[Material provided — start]
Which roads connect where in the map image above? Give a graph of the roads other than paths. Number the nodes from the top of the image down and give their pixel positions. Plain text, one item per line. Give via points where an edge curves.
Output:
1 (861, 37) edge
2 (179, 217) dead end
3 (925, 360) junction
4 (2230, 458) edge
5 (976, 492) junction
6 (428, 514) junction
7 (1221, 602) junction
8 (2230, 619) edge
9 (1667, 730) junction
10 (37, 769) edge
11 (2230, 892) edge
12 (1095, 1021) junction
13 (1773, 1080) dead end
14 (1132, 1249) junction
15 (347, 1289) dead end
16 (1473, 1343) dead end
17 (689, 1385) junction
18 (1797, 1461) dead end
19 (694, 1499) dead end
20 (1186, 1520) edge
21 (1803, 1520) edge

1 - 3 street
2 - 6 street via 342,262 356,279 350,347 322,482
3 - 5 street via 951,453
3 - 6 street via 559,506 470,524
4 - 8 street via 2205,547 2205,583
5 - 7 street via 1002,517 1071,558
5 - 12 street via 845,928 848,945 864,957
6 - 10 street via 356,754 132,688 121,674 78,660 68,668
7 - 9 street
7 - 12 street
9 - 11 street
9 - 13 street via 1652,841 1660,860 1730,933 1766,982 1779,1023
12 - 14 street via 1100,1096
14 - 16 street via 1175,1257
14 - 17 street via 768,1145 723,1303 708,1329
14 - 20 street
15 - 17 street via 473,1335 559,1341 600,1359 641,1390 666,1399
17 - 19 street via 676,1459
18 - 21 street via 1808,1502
[Material provided — finish]
Word for word, give the entire listing again.

Which roads connect where in the map image above? Give a graph of the roads other than paths. Number the nodes from the top of the image down and give their pixel positions. Plain text, one item per line. Give via points where an edge curves.
Output:
1 (861, 37) edge
2 (179, 217) dead end
3 (925, 360) junction
4 (2230, 458) edge
5 (976, 492) junction
6 (428, 514) junction
7 (1221, 602) junction
8 (2230, 619) edge
9 (1667, 730) junction
10 (37, 769) edge
11 (2230, 892) edge
12 (1095, 1021) junction
13 (1773, 1080) dead end
14 (1132, 1249) junction
15 (347, 1289) dead end
16 (1473, 1343) dead end
17 (689, 1385) junction
18 (1797, 1461) dead end
19 (694, 1499) dead end
20 (1186, 1520) edge
21 (1803, 1520) edge

1 - 3 street
2 - 6 street via 342,262 356,279 350,347 322,482
3 - 5 street via 951,453
3 - 6 street via 559,506 470,524
4 - 8 street via 2205,547 2205,583
5 - 7 street via 1002,517 1071,558
5 - 12 street via 845,928 848,945 864,957
6 - 10 street via 356,754 132,688 121,674 78,660 68,668
7 - 9 street
7 - 12 street
9 - 11 street
9 - 13 street via 1652,841 1660,860 1730,933 1766,982 1779,1023
12 - 14 street via 1100,1096
14 - 16 street via 1175,1257
14 - 17 street via 768,1145 723,1303 708,1329
14 - 20 street
15 - 17 street via 473,1335 559,1341 600,1359 641,1390 666,1399
17 - 19 street via 676,1459
18 - 21 street via 1808,1502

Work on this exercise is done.